Apple Maps, an Explanation of the Debacle
Okay, so firstly, if you are not familiar with this latest debacle to hit the blogosphere, there have been a large number of complaints from iOS 6 users (the version of operating system that comes on the iPhone 5) about the fact that Apple has removed the tried and true Google Maps from their devices and replaced it with their own proprietary new map application.
Complaints ranging from monuments being in the wrong place, to cities being missing, to airfields appearing where planes have no business landing. Granted most of these complaints are about places outside the States , but it still highlights a bit of an issue I’ve always had with devices that don’t have Google maps.
I remember using an HTC HD7 Windows Phone when it first came out and, while testing it out, tried to find a specific bar nearby that I was supposed to meet some friends at. Some 20 mins of walking later, I arrived at the most peculiar bar. So peculiar, in fact, that it identically resembled someone’s driveway, complete with parked car and overflowing trash can at the end of it. Needless to say, Bing Maps had steered me wrong. This wouldn’t be the first time this ended up happening while using that device and was the precursor to my new found appreciation for good, old Google Maps.
When we all heard rumors that Apple would be ditching Google Maps in favor of its own, I couldn’t help but be worried. Think of all the unfortunate people’s driveways that would be filled with bewildered individuals all staring at their house, then back to their phones, then back at their house with a look of utter confusion that slowly seemed to turn into a feeling of betrayal.
Low and behold, here we are and, while my fears weren’t entirely realized, Google maps still remains tough to compete with.
The reason Google Maps is the dominant force in the industry is the fact that they have tons, upon tons of users all editing and creating locations on the map. Not only that but they’ve been doing it for years. That sort of database of locations is hard to compete with.
Apple did make one smart move though that has saved them a lot of trouble compared to how bad this could have been. Apple enlisted the help of Yelp. Yelp has a huge database of restaurants and retail locations across the US, UK, Canada, and other countries Apple is selling their new iPhone. So instead of starting from scratch with adding locations, Apple at least had the tons of locations Yelp had at their disposal already on the map when it launched. Let’s face it, restaurants and retail locations make up a huge portion of what we’re usually searching for on our devices. But what about that small percentage of time when we need to find a certain park, landmark, or something else that isn’t a retail location. These things have all been added into Google Maps over the years by users, but not by Yelp necessarily.
In addition to this little issue, is the search feature. Google, as one would imagine, are masters of search. With just a few (seemingly random keywords sometimes), Google maps still manages to find a plethora of locations that have at least something to do with those keywords. Yelp, on the other hand, not so much. An example, is when I searched for “Apple Repair” in both Google Maps and Apple Maps. Google Maps ends up showing 14 locations that all specialize in repairing Apple products (zooming in reveals considerably more), Apple Maps, on the other hand, only shows two in all of New York City.
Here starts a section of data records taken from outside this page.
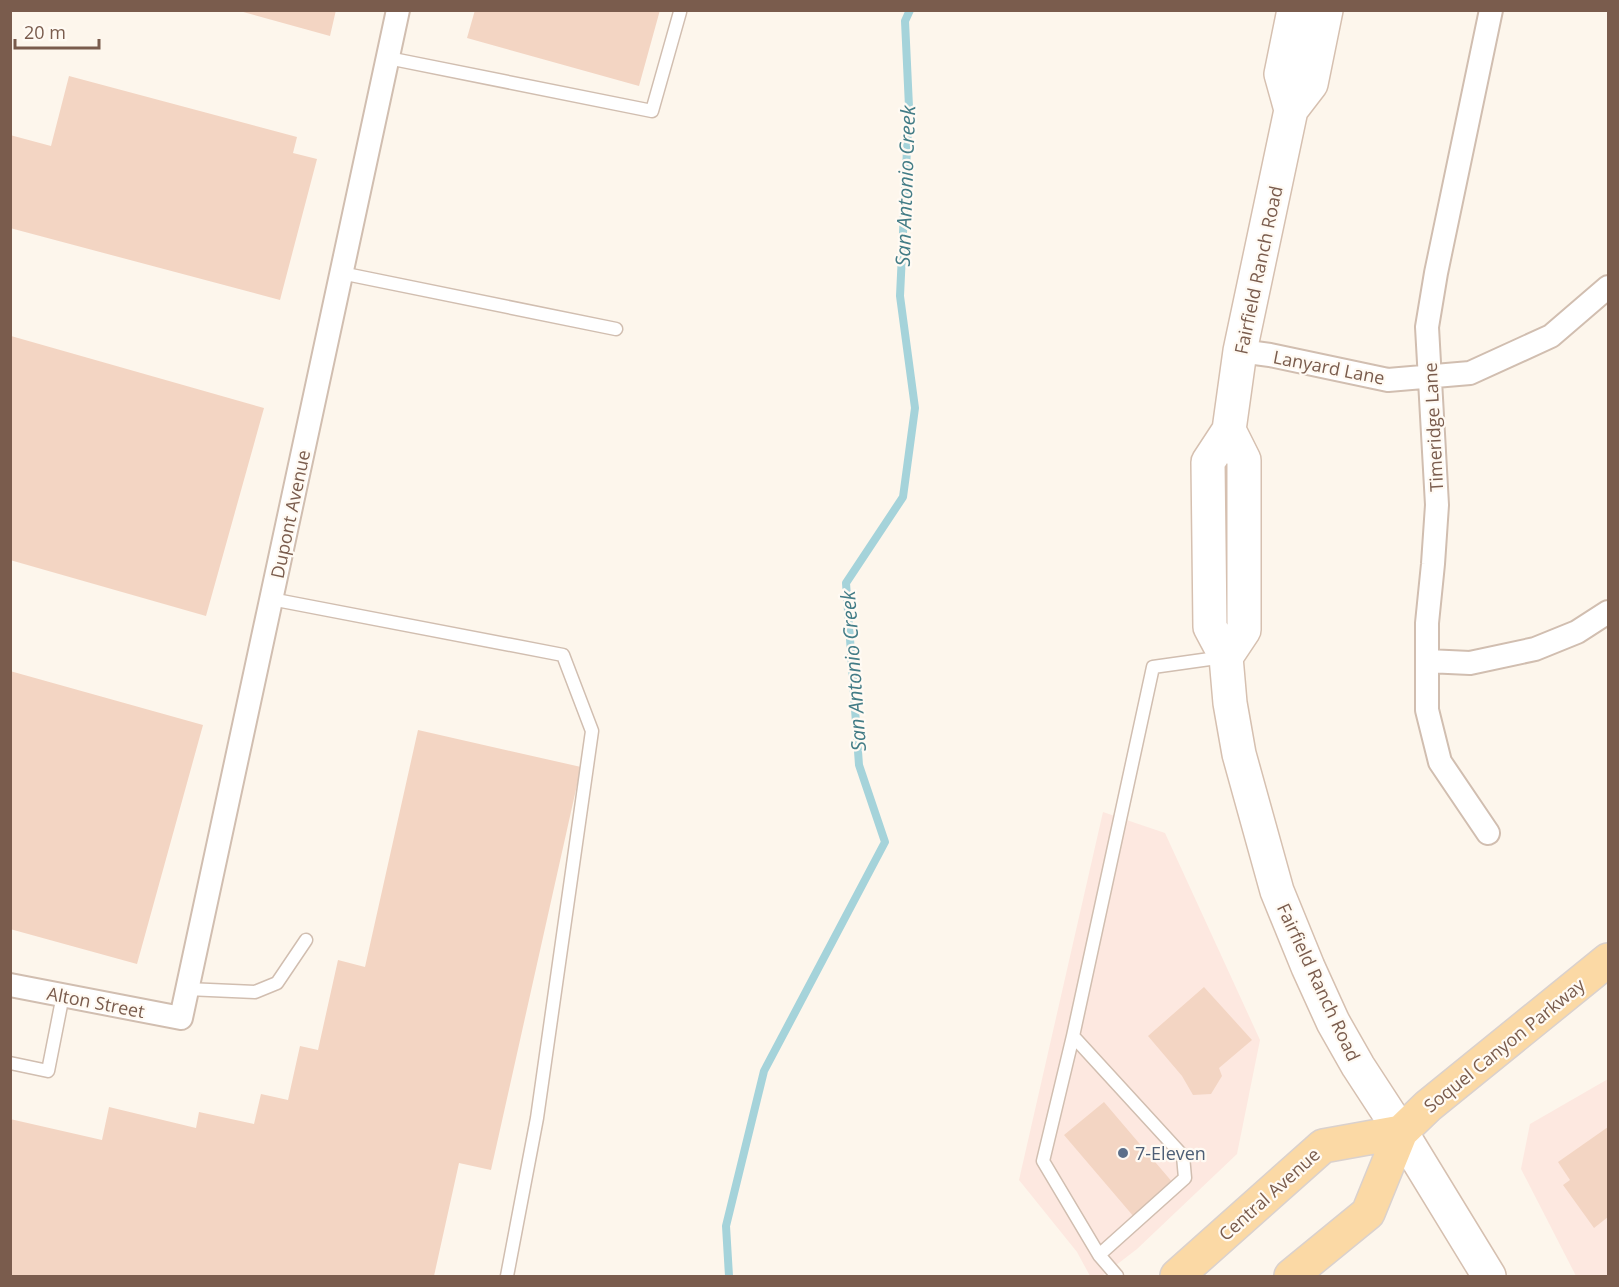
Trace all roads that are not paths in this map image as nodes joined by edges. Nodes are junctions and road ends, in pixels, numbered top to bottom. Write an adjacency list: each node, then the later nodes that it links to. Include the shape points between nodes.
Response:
1 (398, 10): 6 (street, Dupont Avenue)
2 (1294, 10): 7 (street, Fairfield Ranch Road, via 1281,74)
3 (1326, 10): 7 (street, Fairfield Ranch Road, via 1311,84)
4 (1491, 10): 12 (street, Timeridge Lane, via 1427,327)
5 (680, 12): 6 (lane, via 652,111)
6 (388, 58): 8 (street, Dupont Avenue)
7 (1291, 110): 11 (street, Fairfield Ranch Road)
8 (341, 273): 10 (lane); 13 (street, Dupont Avenue)
9 (1608, 287): 12 (street, Lanyard Lane, via 1551,336 1470,374)
10 (616, 329)
11 (1240, 351): 12 (street, Lanyard Lane, via 1388,380); 15 (street, Fairfield Ranch Road, via 1229,430 1208,462 1210,627)
12 (1431, 376): 16 (street, Timeridge Lane, via 1437,505)
13 (271, 599): 21 (street, Dupont Avenue); 28 (lane, via 563,655 592,730 537,1118)
14 (1608, 612): 16 (street, via 1577,632 1535,649 1470,663)
15 (1226, 657): 24 (lane, via 1153,667); 26 (street, Fairfield Ranch Road, via 1239,754 1276,891 1333,1022)
16 (1427, 661): 17 (street, Timeridge Lane, via 1427,710 1440,762)
17 (1488, 832)
18 (306, 940): 21 (lane, via 277,983 255,992)
19 (1608, 960): 26 (main road, Soquel Canyon Parkway)
20 (10, 986): 22 (street, Alton Street)
21 (187, 989): 23 (street, Dupont Avenue)
22 (63, 995): 23 (street, Alton Street); 25 (lane, via 48,1071)
23 (181, 1018)
24 (1073, 1036): 27 (lane, via 1044,1161); 27 (lane, via 1183,1156 1185,1178)
25 (10, 1063)
26 (1401, 1132): 30 (main road, Central Avenue, via 1323,1146); 31 (main road, via 1368,1213); 32 (street, Fairfield Ranch Road)
27 (1099, 1255): 29 (lane)
28 (507, 1276)
29 (1117, 1276)
30 (1177, 1276)
31 (1291, 1276)
32 (1489, 1276)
Here is the thing though, this is to be expected and considering the true scale of such an undertaking as creating your own map of the entire world and all its businesses, Apple isn’t doing too bad (thank goodness for Yelp, right?). And as with all of these types of applications, it’ll get better with time as users add more and more to the map through usage. Even using Bing maps on that same HD7 now, shows me where that oh-so-elusive bar that I had once searched for actually is. Know what Apple has that Microsoft didn’t back when the HD7 first launched? 100 million users that have already updated to iOS 6 and the new map application all inputing data via their usage. So, it’s probably safe to say that, despite this being a bit of an annoyance right now, this thing might get sorted out sooner rather than later.